Baca berita dengan sedikit iklan, klik di sini
Ada ”tenda” ganjil terbentang di pojok ruang pameran Galeri Nasional Indonesia, Jakarta, pada pekan lalu. Bentuknya seperti kasur angin, kasur plastik yang menggelembung bila dipompa dan biasa dibawa saat piknik. Kasur merah bergelombang itu tidak datar seperti lazimnya kasur, tapi sisi kanan dan kirinya menyatu, sehingga membentuk rongga di tengah. Di rongga itu orang bisa masuk dan tidur-tiduran.
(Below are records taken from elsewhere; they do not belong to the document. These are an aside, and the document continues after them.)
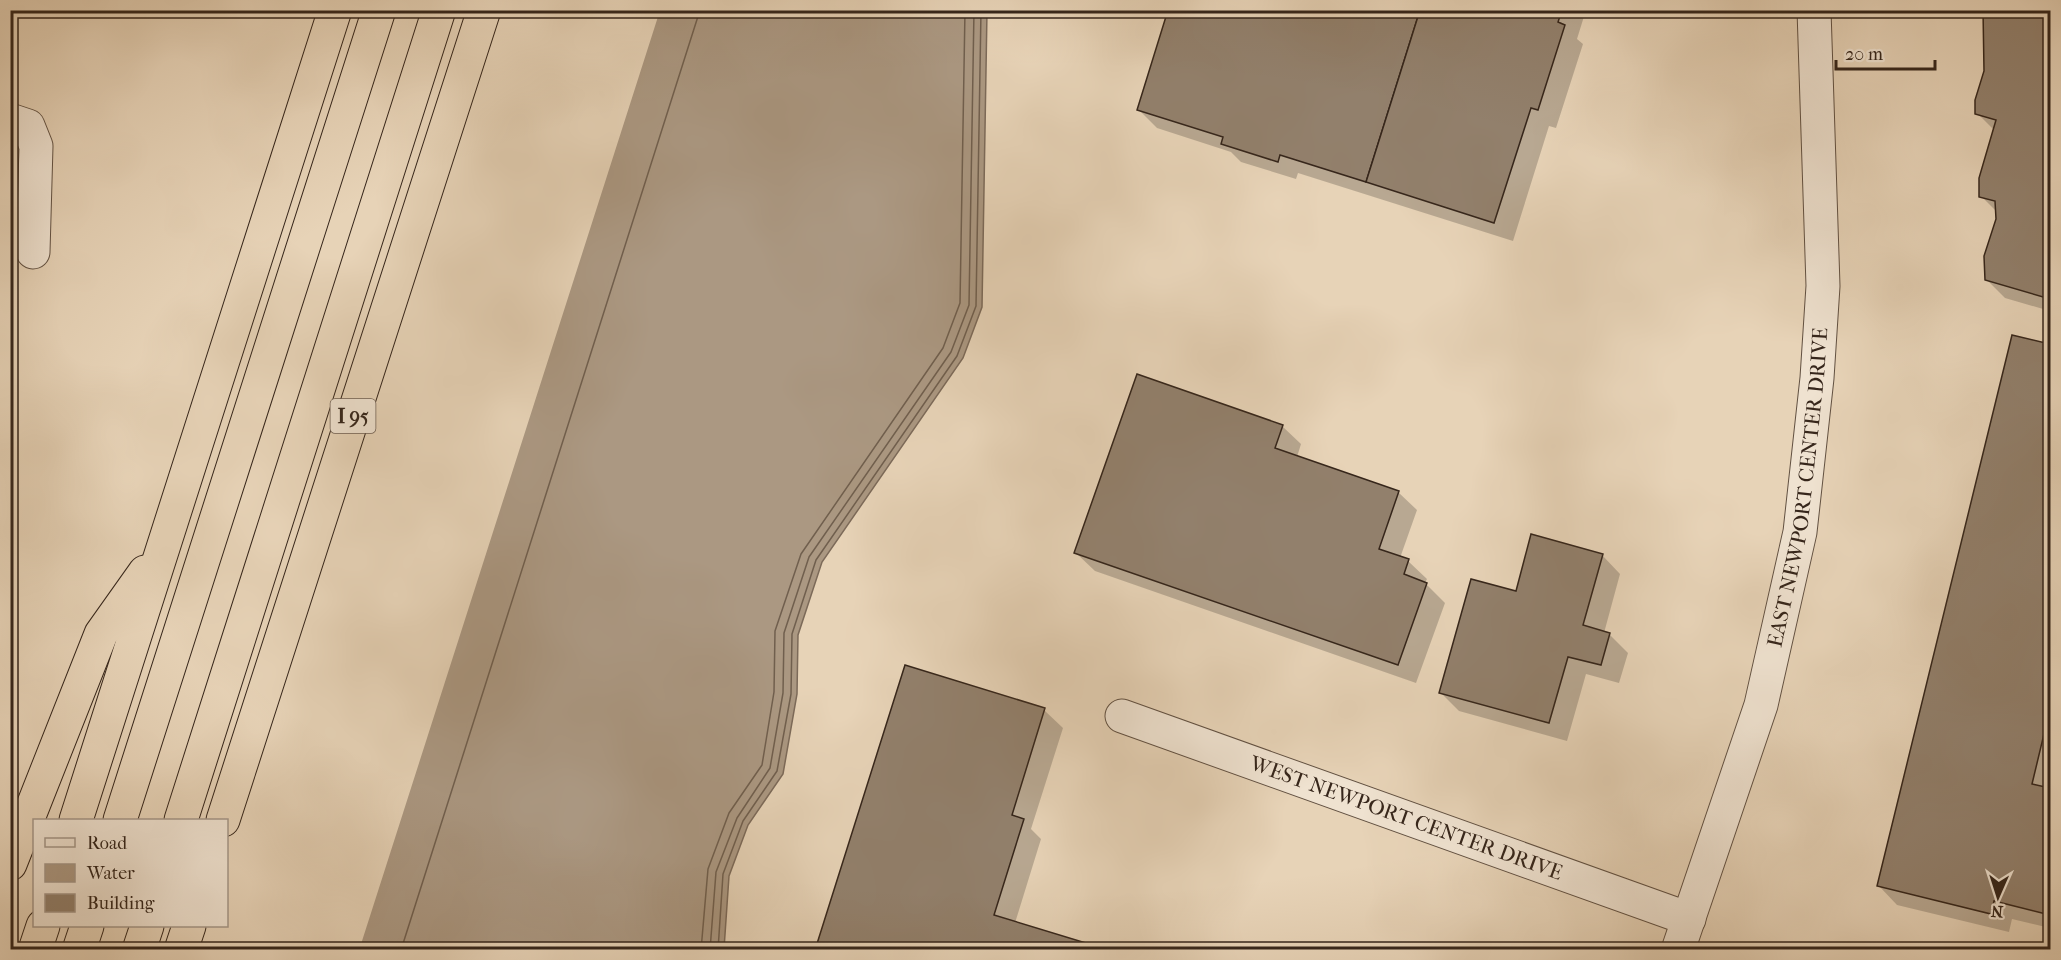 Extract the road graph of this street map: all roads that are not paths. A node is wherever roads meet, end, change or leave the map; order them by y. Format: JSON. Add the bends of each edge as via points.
{"nodes":[{"id":1,"x":335,"y":10,"type":"edge"},
{"id":2,"x":379,"y":10,"type":"edge"},
{"id":3,"x":439,"y":10,"type":"edge"},
{"id":4,"x":484,"y":10,"type":"edge"},
{"id":5,"x":1814,"y":10,"type":"edge"},
{"id":6,"x":10,"y":120,"type":"edge"},
{"id":7,"x":33,"y":252,"type":"dead end"},
{"id":8,"x":164,"y":546,"type":"junction"},
{"id":9,"x":1122,"y":716,"type":"dead end"},
{"id":10,"x":76,"y":819,"type":"edge"},
{"id":11,"x":120,"y":819,"type":"edge"},
{"id":12,"x":181,"y":819,"type":"edge"},
{"id":13,"x":222,"y":819,"type":"edge"},
{"id":14,"x":10,"y":864,"type":"edge"},
{"id":15,"x":43,"y":927,"type":"edge"},
{"id":16,"x":87,"y":927,"type":"edge"},
{"id":17,"x":147,"y":927,"type":"edge"},
{"id":18,"x":189,"y":927,"type":"edge"},
{"id":19,"x":1683,"y":934,"type":"edge"},
{"id":20,"x":35,"y":950,"type":"edge"},
{"id":21,"x":79,"y":950,"type":"edge"},
{"id":22,"x":139,"y":950,"type":"edge"},
{"id":23,"x":181,"y":950,"type":"edge"}],
"edges":[{"from":1,"to":8,"type":"highway"},
{"from":2,"to":11,"type":"highway"},
{"from":3,"to":12,"type":"highway"},
{"from":4,"to":13,"type":"highway","number":"I 95"},
{"from":5,"to":19,"type":"street","name":"EAST NEWPORT CENTER DRIVE","via":[[1823,286],[1800,532],[1761,705]]},
{"from":6,"to":7,"type":"street","via":[[28,126],[36,146]]},
{"from":8,"to":10,"type":"highway"},
{"from":8,"to":14,"type":"highway","via":[[101,634]]},
{"from":9,"to":19,"type":"street","name":"WEST NEWPORT CENTER DRIVE"},
{"from":15,"to":20,"type":"highway"},
{"from":16,"to":21,"type":"highway"},
{"from":17,"to":22,"type":"highway"},
{"from":18,"to":23,"type":"highway"}]} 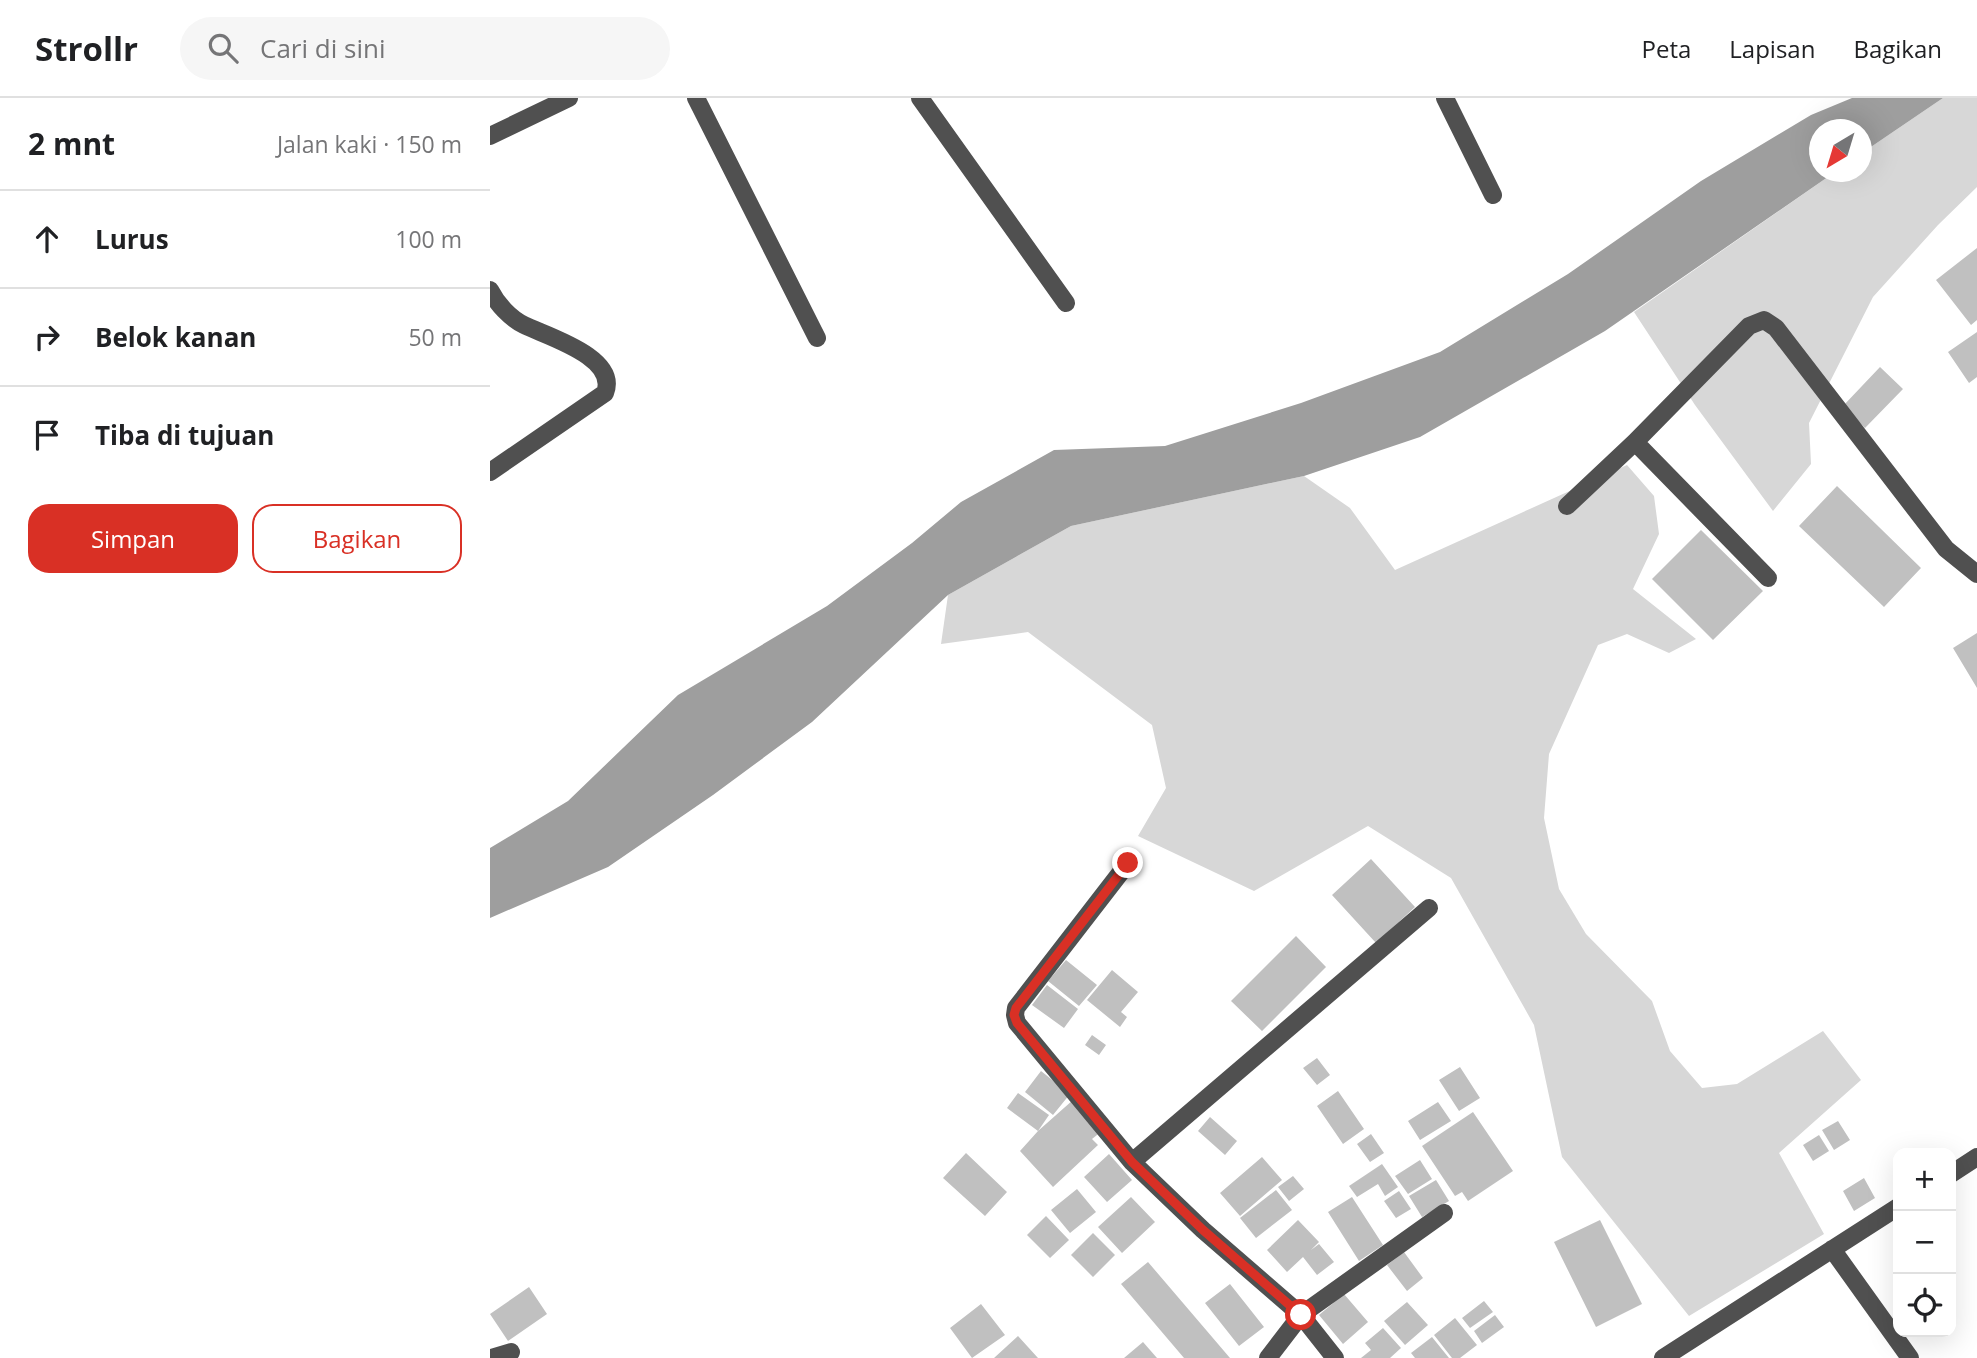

Apakah kini ia disebut kasur-tenda atau apa?
Benda itu adalah prototipe ”Slumber Hose” (Selang Tidur) karya Daniel Wandres, desainer Jerman yang pernah meraih penghargaan kehormatan pada Hadiah Desain Commerzbank Koeln 2002. Rancangan itu mengubah konsep kasur biasa (untuk tidur, panas, dan ditimpa matahari) menjadi kasur berbeda: berongga dan teduh.
Di bagian lain ruang pameran ada sebuah meja pingpong berbentuk bulat lengkap dengan jaring dan sepasang bet. Karya berjudul ”Ping Meets Pong” ini dirancang Walking-Chair, perusahaan desain yang didirikan Karl Emilio Pircher dan Fidel Peugeot. Para perancang mengubah konsep ”bekerja di sini, rekreasi di sana” menjadi ”bekerja di sini, rekreasi di sini”.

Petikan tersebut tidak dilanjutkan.